As you populate the spreadsheet, you will see if the dial indicator is giving you symetric measurements around the best focus position, or not, and what is the delta. You can also easily check if BLin ou BLout have to be adjusted: if you detect that the step just after reversal is too large (backlash overshoot => should be decreased) or too low (backlash undershoot => should be increase). If you’ve done a good job during the measurement sequence, an ajdustment of 1 or 2 steps in the BL parameters is most probably sufficient to optimize the behavior down to 1 micron (in my case). If your dial show only 10 microns graduation you will have to estimate at least a quarter of a graduation but the MOST important is that you come back to the same position (you can take a picture) when you pass again at the starting position during the inward travel and when you come back to the starting position at the end of the autofocus sequence. If you have this behaviour you easily understand that whenever NINA computes an optimized best focus position il will move the focuser to the right place and not a shifted one.
We haven’t spoken yet of stepin and stepout. Overshoot and absolute backlash compensation are standard features of NINA and everything above can be done with the standard version. Clearly if stepin is too different from stepout (as it is the case for one of my setup), moving inward 10×50 steps will trigger a shift in physical position not seen by NINA that was too large according to my expectations and the CFZ. To take this into account I modified the AbsoluteBacklashCompensationDecorator.cs as it is the decorator keeping track during a NINA session of the offset between what shows NINA and the real step count of the focuser. I have a clone version of NINA on my computer, changed the decorator and rebuild a version of NINA that includes the ratio of stepin/stepout effect in the decorator. It works especially well on cumulative moves as one cannot move a focuser by decimal steps so it works well on autofocus sequence for my setup having a significant difference between stepin and stepout. I know that a lot of people do not like to use a non official version and you need to play a little bit to be able to build on your computer this specific version of NINA tuned to your setup. If there are some people interested I can easily explain what I did and share the decorator (mainly following step by step what is described on the github repository of NINA to build a clone).

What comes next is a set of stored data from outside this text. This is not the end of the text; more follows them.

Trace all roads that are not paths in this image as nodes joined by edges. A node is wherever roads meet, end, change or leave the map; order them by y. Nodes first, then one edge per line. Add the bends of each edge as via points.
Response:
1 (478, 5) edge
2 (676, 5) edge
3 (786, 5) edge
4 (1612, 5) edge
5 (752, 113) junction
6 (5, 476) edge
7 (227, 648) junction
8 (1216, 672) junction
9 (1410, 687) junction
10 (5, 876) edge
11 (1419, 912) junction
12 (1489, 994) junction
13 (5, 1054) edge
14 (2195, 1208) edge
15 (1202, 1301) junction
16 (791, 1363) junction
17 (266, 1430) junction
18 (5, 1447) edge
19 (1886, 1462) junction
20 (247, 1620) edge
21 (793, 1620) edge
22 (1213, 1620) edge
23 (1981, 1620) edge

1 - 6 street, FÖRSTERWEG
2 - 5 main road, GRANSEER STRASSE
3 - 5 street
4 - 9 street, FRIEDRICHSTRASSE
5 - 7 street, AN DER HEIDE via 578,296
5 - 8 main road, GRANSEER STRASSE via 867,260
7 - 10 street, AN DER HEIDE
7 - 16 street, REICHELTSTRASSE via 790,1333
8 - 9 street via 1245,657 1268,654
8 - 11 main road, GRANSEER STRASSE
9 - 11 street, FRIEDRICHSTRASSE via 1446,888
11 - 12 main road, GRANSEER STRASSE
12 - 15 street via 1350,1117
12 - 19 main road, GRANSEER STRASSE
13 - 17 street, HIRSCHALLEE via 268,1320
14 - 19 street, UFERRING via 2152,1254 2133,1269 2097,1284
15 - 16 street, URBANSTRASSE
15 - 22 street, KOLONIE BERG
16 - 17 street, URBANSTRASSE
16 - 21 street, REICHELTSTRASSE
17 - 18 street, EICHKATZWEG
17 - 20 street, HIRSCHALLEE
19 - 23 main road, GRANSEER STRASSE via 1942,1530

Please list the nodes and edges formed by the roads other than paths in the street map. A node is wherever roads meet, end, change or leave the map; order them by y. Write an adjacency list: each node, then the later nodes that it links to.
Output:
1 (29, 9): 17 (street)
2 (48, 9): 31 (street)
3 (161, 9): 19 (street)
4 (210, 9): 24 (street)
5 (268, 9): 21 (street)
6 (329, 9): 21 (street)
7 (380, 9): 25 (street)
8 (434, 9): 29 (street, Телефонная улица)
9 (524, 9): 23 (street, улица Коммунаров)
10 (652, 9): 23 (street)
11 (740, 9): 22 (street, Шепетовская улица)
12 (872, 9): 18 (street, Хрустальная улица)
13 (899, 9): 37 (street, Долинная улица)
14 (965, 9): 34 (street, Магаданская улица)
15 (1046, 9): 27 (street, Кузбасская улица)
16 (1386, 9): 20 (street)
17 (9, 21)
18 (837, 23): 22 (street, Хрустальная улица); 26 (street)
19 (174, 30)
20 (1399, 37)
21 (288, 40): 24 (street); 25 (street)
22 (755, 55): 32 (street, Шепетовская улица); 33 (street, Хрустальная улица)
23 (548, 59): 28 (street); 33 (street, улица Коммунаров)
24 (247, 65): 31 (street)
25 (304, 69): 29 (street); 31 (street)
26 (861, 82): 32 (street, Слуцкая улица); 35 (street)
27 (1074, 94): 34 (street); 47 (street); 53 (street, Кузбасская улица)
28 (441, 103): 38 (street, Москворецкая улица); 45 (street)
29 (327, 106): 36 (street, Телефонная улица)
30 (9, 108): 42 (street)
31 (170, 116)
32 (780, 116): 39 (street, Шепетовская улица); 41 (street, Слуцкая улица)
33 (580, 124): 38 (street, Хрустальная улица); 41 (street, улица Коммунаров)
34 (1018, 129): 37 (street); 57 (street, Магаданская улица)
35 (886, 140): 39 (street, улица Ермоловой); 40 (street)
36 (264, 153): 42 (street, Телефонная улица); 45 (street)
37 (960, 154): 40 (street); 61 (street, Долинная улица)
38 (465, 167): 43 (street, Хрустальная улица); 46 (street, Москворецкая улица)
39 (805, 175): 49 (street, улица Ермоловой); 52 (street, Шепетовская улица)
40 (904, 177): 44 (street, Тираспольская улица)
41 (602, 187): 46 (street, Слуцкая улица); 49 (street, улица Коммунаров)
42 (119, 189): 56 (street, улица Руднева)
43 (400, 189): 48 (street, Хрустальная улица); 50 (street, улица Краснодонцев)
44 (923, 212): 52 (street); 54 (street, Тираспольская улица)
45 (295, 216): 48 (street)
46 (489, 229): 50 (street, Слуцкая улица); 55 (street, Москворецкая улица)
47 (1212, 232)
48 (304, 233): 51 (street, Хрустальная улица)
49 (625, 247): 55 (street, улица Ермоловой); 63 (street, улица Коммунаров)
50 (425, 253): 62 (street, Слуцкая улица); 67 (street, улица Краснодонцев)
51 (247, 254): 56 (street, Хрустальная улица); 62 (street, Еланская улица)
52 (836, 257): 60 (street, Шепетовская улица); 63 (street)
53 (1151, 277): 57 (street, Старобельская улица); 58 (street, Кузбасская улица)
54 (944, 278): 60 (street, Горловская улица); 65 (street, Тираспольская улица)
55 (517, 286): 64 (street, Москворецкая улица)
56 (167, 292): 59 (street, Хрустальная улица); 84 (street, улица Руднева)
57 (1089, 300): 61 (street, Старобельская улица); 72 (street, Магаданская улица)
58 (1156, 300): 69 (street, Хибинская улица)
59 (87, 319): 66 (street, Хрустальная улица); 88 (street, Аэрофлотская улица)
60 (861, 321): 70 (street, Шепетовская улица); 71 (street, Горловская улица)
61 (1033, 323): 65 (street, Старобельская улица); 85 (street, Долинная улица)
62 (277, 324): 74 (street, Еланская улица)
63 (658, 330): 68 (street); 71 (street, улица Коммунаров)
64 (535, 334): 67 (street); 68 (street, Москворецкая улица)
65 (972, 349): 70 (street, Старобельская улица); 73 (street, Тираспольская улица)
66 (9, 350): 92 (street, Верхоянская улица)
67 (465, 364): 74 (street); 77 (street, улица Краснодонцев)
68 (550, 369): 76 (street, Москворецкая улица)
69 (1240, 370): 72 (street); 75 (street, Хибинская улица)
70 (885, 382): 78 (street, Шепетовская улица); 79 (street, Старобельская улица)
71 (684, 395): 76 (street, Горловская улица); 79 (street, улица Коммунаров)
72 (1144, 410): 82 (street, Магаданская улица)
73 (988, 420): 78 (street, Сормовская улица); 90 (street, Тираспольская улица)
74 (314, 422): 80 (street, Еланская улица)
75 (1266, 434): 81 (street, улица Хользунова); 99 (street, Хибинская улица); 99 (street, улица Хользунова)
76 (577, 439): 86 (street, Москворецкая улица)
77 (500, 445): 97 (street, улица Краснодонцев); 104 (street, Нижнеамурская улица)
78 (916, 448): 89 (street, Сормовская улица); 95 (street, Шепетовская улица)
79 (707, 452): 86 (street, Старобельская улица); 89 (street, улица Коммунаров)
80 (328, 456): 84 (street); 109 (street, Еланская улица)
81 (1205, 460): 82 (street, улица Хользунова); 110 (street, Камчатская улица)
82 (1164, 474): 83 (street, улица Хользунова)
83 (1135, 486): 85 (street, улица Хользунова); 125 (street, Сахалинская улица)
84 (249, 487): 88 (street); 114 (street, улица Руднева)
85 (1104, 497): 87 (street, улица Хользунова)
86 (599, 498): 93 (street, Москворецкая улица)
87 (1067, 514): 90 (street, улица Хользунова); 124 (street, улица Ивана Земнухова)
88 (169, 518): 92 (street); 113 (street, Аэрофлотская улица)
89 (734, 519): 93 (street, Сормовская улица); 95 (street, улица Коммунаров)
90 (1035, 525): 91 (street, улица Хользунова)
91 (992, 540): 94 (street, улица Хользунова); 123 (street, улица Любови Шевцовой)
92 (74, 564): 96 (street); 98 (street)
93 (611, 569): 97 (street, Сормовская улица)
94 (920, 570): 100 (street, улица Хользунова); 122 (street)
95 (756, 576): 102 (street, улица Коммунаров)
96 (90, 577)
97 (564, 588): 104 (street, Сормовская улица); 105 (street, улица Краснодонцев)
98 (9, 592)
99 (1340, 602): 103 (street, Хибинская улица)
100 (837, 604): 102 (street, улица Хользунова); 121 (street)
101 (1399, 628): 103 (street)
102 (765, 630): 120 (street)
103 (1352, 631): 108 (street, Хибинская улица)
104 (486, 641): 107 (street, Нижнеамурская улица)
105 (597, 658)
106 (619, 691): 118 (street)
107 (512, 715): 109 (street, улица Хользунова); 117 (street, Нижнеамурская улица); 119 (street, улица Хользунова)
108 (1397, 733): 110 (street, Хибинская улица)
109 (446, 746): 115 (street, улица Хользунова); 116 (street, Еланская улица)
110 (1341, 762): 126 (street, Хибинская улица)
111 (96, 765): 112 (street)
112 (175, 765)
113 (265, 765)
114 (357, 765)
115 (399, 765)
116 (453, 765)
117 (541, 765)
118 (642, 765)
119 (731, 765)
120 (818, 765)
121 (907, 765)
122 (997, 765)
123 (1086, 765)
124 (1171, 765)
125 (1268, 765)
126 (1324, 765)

Sorry for the long post but I prefer to give real step by step sequence to make it efficient if you are interested.
At the end in my case I have now consistent autofocus sequences with a measured precision down to the micron. If I change the imaging train and the best focus position changes I most probably will check again but once you have done it it is a matter of ½ hour during day time to check so it’s transparent regading imaging session.
I hope it can help some of you willing to get the best of their setup.